Return each line of the entries that holds the string "edges".

Dataset content Start Marker

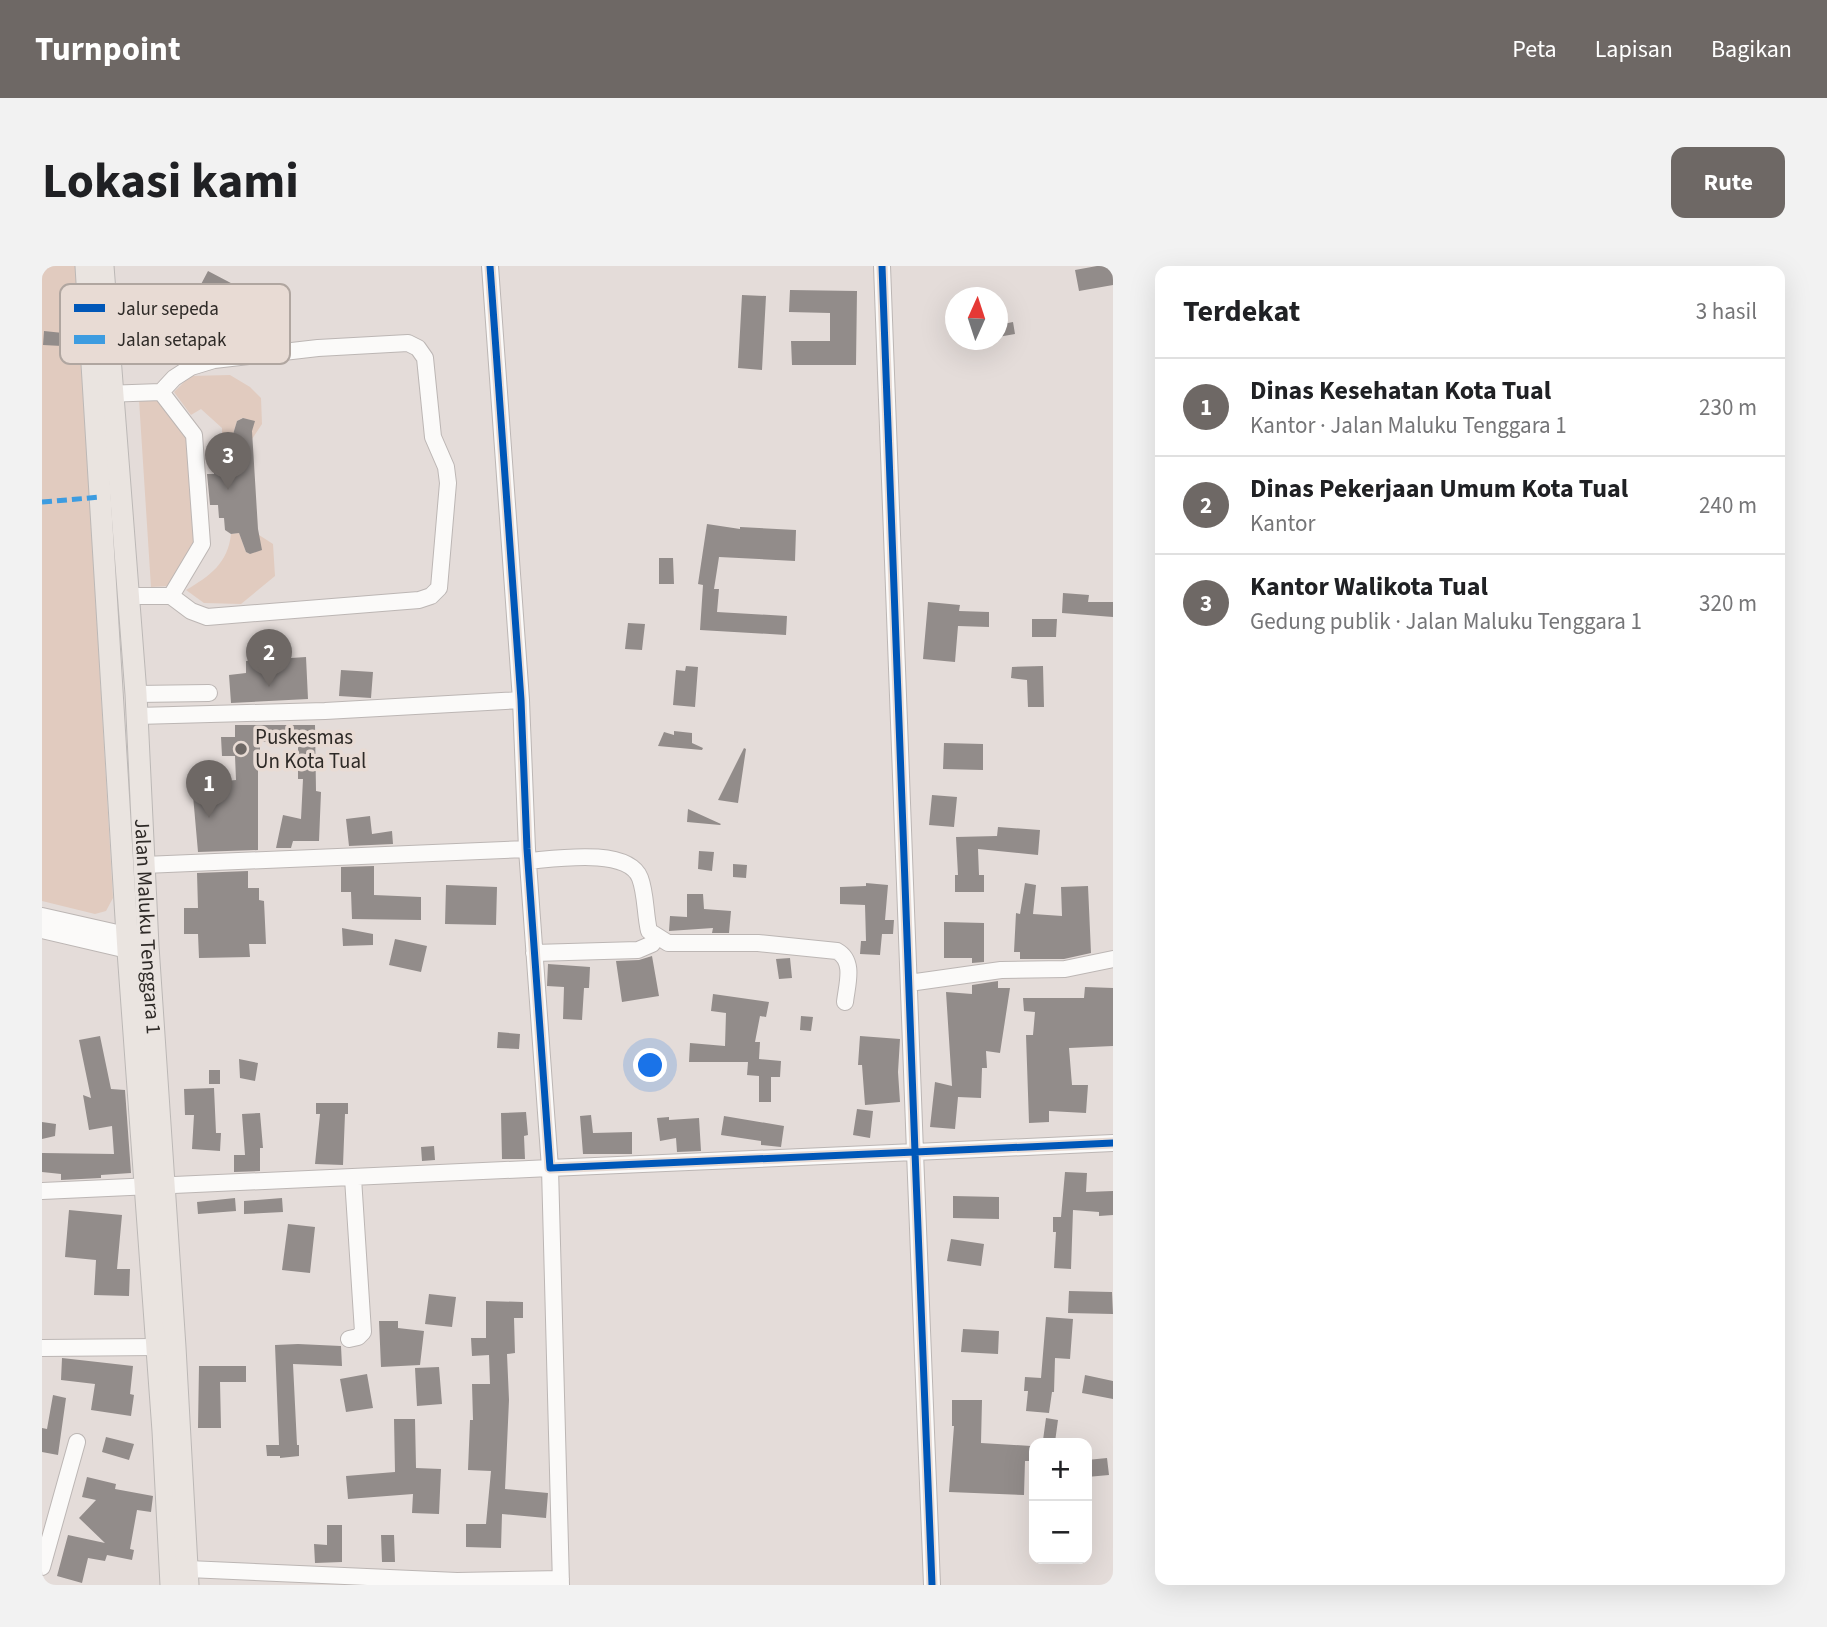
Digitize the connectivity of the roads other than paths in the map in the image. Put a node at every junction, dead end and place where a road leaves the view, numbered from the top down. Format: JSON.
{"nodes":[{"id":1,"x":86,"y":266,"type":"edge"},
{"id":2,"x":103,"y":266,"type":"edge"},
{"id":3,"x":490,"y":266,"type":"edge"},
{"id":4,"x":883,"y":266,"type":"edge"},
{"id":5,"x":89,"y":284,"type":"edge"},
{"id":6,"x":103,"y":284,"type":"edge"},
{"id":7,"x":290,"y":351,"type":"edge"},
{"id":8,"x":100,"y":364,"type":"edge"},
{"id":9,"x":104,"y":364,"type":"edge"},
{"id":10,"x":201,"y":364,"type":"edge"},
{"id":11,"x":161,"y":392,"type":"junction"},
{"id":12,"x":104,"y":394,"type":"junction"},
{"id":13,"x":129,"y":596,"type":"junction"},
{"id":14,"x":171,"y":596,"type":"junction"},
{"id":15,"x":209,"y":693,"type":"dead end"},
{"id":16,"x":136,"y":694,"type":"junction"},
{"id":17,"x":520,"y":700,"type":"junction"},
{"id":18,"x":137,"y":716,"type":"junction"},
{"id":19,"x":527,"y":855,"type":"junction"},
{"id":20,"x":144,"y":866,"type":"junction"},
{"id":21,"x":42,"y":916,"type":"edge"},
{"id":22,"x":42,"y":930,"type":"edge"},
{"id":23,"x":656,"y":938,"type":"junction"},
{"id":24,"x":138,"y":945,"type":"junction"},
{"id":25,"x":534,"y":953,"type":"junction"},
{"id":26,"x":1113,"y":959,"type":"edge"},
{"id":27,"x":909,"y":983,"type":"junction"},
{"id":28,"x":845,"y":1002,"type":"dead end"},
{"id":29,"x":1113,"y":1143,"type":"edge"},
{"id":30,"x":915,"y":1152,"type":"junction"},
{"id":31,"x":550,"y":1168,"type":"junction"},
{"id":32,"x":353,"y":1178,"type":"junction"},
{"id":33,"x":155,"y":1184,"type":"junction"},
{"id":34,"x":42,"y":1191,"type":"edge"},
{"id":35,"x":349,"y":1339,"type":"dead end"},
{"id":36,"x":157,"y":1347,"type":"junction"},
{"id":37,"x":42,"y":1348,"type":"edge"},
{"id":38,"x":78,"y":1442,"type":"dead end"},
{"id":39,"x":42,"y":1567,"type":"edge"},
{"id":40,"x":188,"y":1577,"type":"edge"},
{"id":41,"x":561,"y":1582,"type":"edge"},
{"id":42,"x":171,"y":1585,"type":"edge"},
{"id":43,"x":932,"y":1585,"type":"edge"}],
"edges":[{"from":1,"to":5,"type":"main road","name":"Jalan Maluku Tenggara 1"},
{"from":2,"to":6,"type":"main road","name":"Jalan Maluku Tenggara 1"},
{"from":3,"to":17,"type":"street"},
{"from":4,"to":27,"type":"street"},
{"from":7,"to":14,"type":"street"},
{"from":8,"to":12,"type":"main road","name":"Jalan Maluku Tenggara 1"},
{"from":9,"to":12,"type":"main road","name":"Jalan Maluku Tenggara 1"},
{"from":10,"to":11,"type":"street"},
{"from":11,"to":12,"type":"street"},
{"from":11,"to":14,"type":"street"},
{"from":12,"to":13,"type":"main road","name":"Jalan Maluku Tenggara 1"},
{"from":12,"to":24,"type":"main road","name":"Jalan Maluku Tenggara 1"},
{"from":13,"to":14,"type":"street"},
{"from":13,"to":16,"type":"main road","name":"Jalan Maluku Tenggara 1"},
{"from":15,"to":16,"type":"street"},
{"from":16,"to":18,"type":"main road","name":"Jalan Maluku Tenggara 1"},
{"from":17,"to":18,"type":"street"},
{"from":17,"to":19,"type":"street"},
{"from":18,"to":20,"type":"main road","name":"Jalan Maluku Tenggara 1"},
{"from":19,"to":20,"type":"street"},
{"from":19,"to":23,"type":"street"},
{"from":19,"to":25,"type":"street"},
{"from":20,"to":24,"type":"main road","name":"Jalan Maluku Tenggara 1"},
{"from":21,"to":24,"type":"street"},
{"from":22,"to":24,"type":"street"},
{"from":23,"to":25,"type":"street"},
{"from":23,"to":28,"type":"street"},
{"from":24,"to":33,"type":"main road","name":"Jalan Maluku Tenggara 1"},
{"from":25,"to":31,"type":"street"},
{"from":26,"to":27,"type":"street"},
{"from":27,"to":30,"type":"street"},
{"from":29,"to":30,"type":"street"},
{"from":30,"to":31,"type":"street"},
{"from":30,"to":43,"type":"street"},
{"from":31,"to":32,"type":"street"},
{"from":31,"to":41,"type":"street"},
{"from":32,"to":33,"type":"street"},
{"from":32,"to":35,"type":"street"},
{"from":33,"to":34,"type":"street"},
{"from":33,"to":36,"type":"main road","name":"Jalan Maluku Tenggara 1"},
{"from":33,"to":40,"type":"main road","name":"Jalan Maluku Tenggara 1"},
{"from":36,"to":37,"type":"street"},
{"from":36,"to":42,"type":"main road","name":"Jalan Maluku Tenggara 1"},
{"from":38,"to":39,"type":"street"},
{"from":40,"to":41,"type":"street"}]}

Dataset content End Marker
Dataset content Start Marker

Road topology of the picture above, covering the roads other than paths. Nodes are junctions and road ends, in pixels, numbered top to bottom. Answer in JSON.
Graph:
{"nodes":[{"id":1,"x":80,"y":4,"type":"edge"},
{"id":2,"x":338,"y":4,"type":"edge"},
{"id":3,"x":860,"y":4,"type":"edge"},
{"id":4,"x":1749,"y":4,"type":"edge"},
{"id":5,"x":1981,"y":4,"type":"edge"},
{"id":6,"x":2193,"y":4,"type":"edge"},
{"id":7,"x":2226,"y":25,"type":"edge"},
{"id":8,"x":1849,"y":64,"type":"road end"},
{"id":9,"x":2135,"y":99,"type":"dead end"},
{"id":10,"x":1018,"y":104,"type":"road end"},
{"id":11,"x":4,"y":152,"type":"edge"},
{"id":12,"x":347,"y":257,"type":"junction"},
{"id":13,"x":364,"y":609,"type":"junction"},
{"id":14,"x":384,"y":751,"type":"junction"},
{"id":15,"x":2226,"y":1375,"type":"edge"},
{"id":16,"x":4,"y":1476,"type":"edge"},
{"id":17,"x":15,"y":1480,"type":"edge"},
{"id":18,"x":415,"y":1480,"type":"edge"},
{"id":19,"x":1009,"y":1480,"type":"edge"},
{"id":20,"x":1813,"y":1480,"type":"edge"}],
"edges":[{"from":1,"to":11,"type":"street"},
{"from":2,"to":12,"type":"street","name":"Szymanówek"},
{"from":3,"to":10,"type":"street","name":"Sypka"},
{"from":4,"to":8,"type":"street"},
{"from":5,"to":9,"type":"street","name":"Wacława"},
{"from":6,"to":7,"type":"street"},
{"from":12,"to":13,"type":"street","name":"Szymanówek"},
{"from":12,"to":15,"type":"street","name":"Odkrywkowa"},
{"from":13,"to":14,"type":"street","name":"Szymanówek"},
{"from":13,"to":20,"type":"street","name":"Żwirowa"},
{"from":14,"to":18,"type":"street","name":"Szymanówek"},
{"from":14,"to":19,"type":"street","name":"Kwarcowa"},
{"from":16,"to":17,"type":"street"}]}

Dataset content End Marker

— Task answer —
"edges":[{"from":1,"to":5,"type":"main road","name":"Jalan Maluku Tenggara 1"},
"edges":[{"from":1,"to":11,"type":"street"},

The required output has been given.